Deux choses m’ont interpellée : d’abord la douceur et la tendresse d’Alice. Dès la première rencontre, je me suis dit que c’était une femme d’une grande délicatesse. J’aime travailler sous le regard de quelqu’un comme ça : on sent la bienveillance très vite. Et puis j’ai trouvé cette histoire belle : celle d’un couple normal, mais non normalisé par le regard extérieur. Si c’était deux hétéros, ce serait sans intérêt. Montrer le quotidien simple de ces femmes, et l’adversité constante – ne serait-ce que de se tenir la main – c’est assez nouveau et intéressant. Enfin, il y avait Ella. J’étais fan d’elle depuis Grave. Quand on m’a dit qu’elle était affiliée au projet, j’ai eu envie de travailler avec elle.

Comment avez-vous construit ce couple à l’écran ?

On a fait un peu de répétitions avant les scènes, sur le plateau, un petit temps d’exploration. C’était un travail très organique, pas intellectuel. On a marché à l’instinct. Ella et moi avons eu une grande complicité dès le départ. On s’est aimées dès le jour 1. Le couple n’a pas eu besoin d’être inventé. On n’était pas ensemble, mais il y avait une familiarité, une absence de gêne.

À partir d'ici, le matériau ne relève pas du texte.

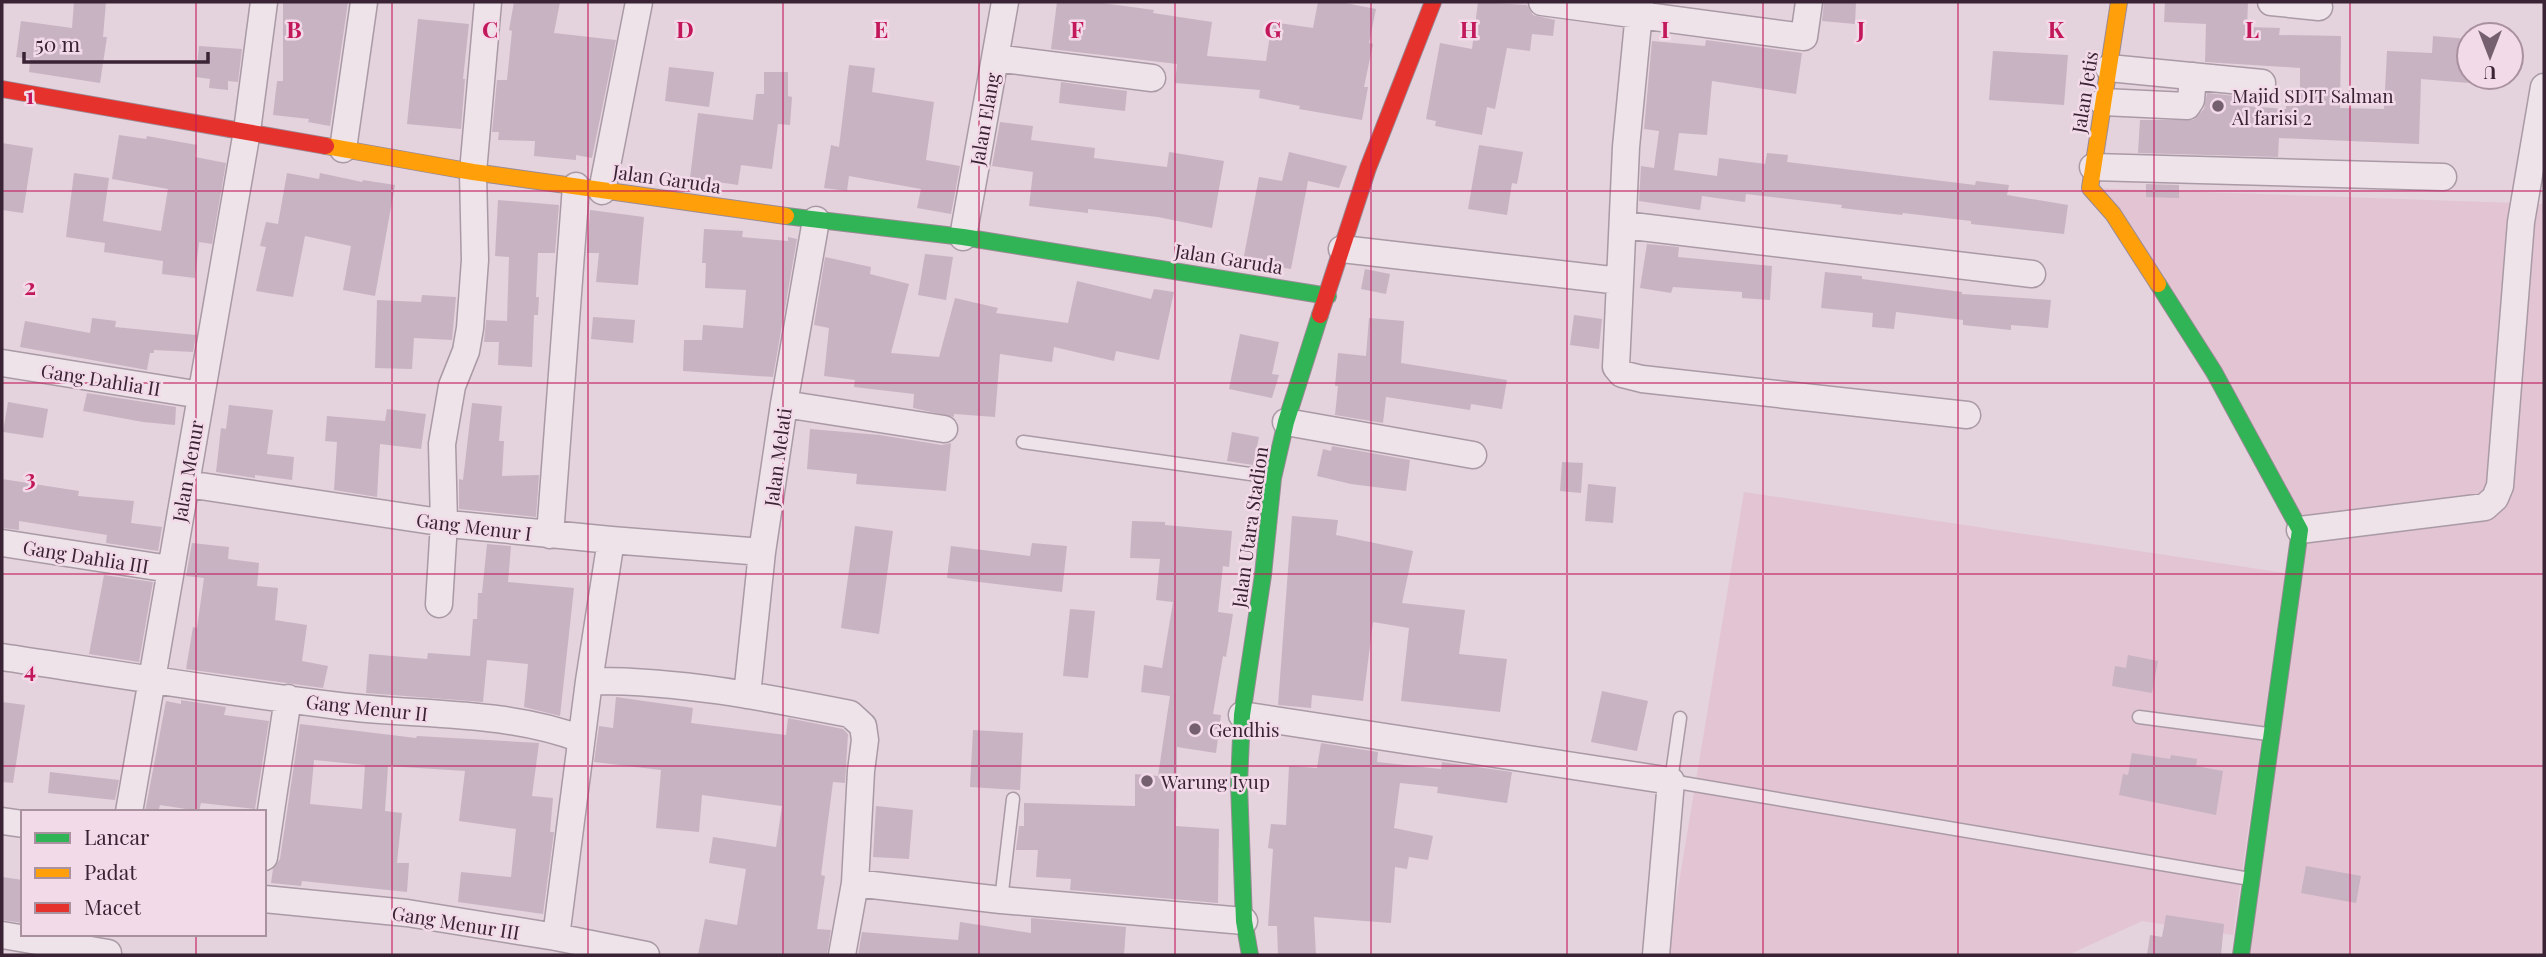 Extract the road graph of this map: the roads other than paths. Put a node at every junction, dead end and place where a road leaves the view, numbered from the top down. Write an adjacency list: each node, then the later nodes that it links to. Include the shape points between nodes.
1 (264, 2): 21 (street, Jalan Menur)
2 (364, 2): 22 (street)
3 (488, 2): 23 (street)
4 (639, 2): 27 (street)
5 (1005, 2): 13 (street, Jalan Elang)
6 (1433, 2): 31 (street, Jalan Utara Stadion, via 1368,167)
7 (1542, 2): 12 (street)
8 (1810, 2): 12 (street, via 1804,37)
9 (2119, 2): 14 (street, Jalan Jetis)
10 (2271, 2): 11 (street)
11 (2319, 7)
12 (1639, 8): 29 (street)
13 (995, 58): 16 (street); 30 (street, Jalan Elang)
14 (2109, 68): 15 (street); 20 (street, Jalan Jetis)
15 (2193, 76): 17 (street); 20 (street, via 2187,106)
16 (1152, 78)
17 (2262, 83)
18 (2544, 87): 46 (street, via 2521,222 2500,486 2495,498 2485,507)
19 (2, 89): 21 (street, Jalan Garuda)
20 (2104, 102): 24 (street, Jalan Jetis)
21 (247, 131): 22 (street, Jalan Garuda); 36 (street, Jalan Menur)
22 (343, 149): 23 (street, Jalan Garuda)
23 (473, 172): 26 (street, Jalan Garuda); 45 (street, via 475,260 470,328 442,444)
24 (2092, 177): 25 (street); 46 (street, via 2214,372)
25 (2444, 177)
26 (576, 186): 27 (street, Jalan Garuda); 47 (street)
27 (602, 191): 28 (street, Jalan Garuda)
28 (816, 220): 30 (street, Jalan Garuda); 37 (street, Jalan Melati)
29 (1624, 225): 32 (street); 33 (street)
30 (964, 237): 34 (street, Jalan Garuda)
31 (1342, 249): 33 (street); 34 (street, Jalan Utara Stadion)
32 (2032, 274)
33 (1620, 281): 38 (street, via 1616,367 1622,374)
34 (1328, 296): 39 (street, Jalan Utara Stadion)
35 (2, 363): 36 (street, Gang Dahlia II)
36 (201, 395): 44 (street, Jalan Menur)
37 (784, 404): 40 (street); 50 (street, Jalan Melati)
38 (1967, 415)
39 (1286, 422): 42 (street); 43 (street, Jalan Utara Stadion)
40 (944, 429)
41 (1023, 442): 43 (lane)
42 (1473, 455)
43 (1273, 478): 58 (street, Jalan Utara Stadion)
44 (187, 484): 45 (street, Gang Menur I); 51 (street, Jalan Menur)
45 (444, 523): 47 (street, Gang Menur I); 52 (street)
46 (2300, 530): 61 (street)
47 (550, 535): 48 (street, Gang Menur I)
48 (611, 540): 50 (street, Gang Menur I); 55 (street)
49 (2, 543): 51 (street, Gang Dahlia III)
50 (762, 552): 56 (street, Jalan Melati)
51 (170, 569): 54 (street, Jalan Menur)
52 (439, 604)
53 (2, 657): 54 (street, Gang Menur II)
54 (151, 680): 57 (street, Gang Menur II); 65 (street, Jalan Menur)
55 (589, 681): 56 (street); 62 (street)
56 (747, 695): 70 (street, via 850,714 863,726)
57 (288, 698): 62 (street, Gang Menur II, via 509,721); 68 (street)
58 (1242, 715): 63 (street); 73 (street, Jalan Utara Stadion)
59 (2139, 717): 61 (lane)
60 (1680, 718): 63 (lane)
61 (2272, 735): 69 (street)
62 (581, 739): 75 (street)
63 (1671, 781): 69 (lane); 80 (street)
64 (1013, 799): 72 (lane)
65 (129, 810)
66 (2, 821): 67 (street)
67 (21, 824)
68 (266, 844)
69 (2252, 879): 81 (street)
70 (855, 883): 72 (street); 78 (street)
71 (266, 899): 75 (street, Gang Menur III, via 407,914)
72 (1001, 900): 73 (street)
73 (1244, 921): 79 (street, Jalan Utara Stadion)
74 (2, 935): 76 (street)
75 (556, 937): 77 (street, Gang Menur III)
76 (108, 948)
77 (646, 955)
78 (842, 955)
79 (1250, 955)
80 (1656, 955)
81 (2241, 955) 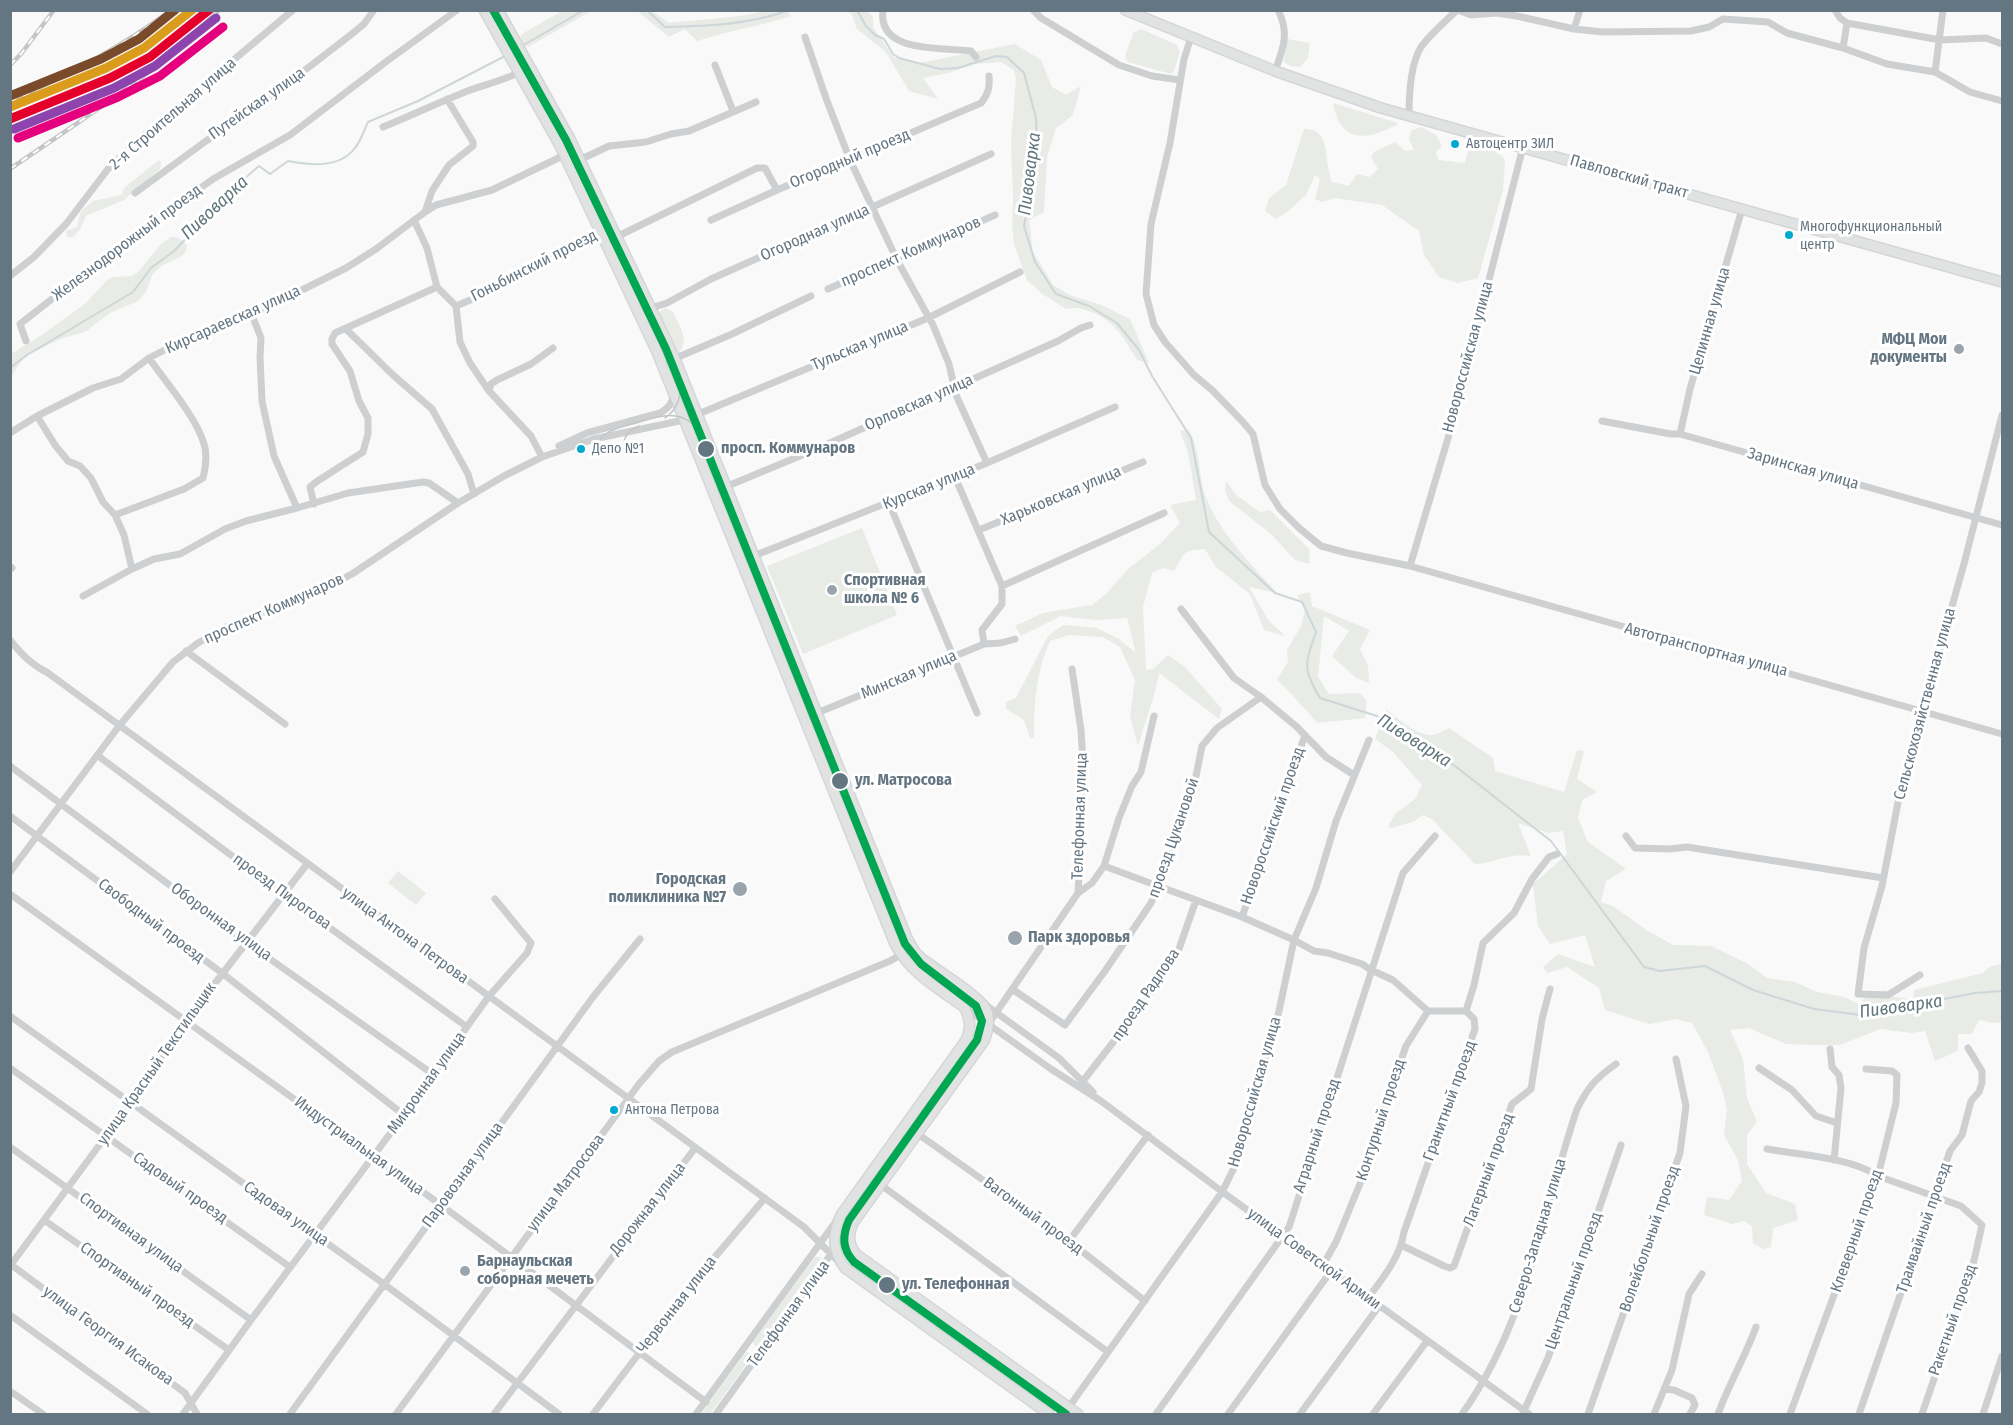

C’était comme si le couple existait déjà.

Dans Love Me Tender d’Anna Cazenave Cambet, votre personnage apparaît dans la deuxième partie du film, mais il est essentiel. Comment avez-vous abordé ce rôle ?

J’ai cru à ce projet dès la première minute. J’ai rencontré Anna par Zoom, et on s’est aimées tout de suite. Vicky Krieps, je ne l’avais jamais rencontrée avant le tournage. Notre première scène, c’est celle où on est couchées dans le lit, à la campagne. J’arrive sur le plateau, elle n’était pas encore là. Je me couche, elle arrive, je lui dis “enchantée”. Anna dit “action”. C’était fou : ça passait ou ça cassait. Et ça a fonctionné en une seconde.

La bienveillance, c’est une manière d’être au monde.

Est-ce que travailler avec des réalisatrices comme Alice Douard ou Anna Cazenave Cambet nourrit votre propre regard de cinéaste ?

Quand je suis actrice, c’est des vacances. Je ne me positionne pas comme réalisatrice. Évidemment, j’observe, mais chacun a sa manière de faire. La compétition ne m’intéresse pas, l’émulation oui. Travailler avec des cinéastes comme Justine Triet m’élève.

Vous avez aussi tourné récemment avec Nathan Ambrosioni (Les enfants vont bien).

Oui, et c’est quelqu’un de tellement doux. On n’a pas besoin d’être agressif pour être talentueux. On peut être très gentil et avoir un talent infini.

Dans Des preuves d’amour, il y a une scène particulièrement marquante : celle de la discothèque, sur It’s Only You and Me de Disclosure.

C’était déjà écrit dans le scénario. Il n’y a pas de mots, mais il y a un dialogue. Ce que j’adore dans cette scène, c’est ce principe : “il n’y a que toi que je vois dans la foule”. Il y a quelque chose de très beau : on est à la fois envers et contre tous, et en même temps protégées par cette foule queer.

Du côté de la réalisation, avez-vous un nouveau projet ?

Oui. Je tourne en septembre 2026. Je termine l’écriture.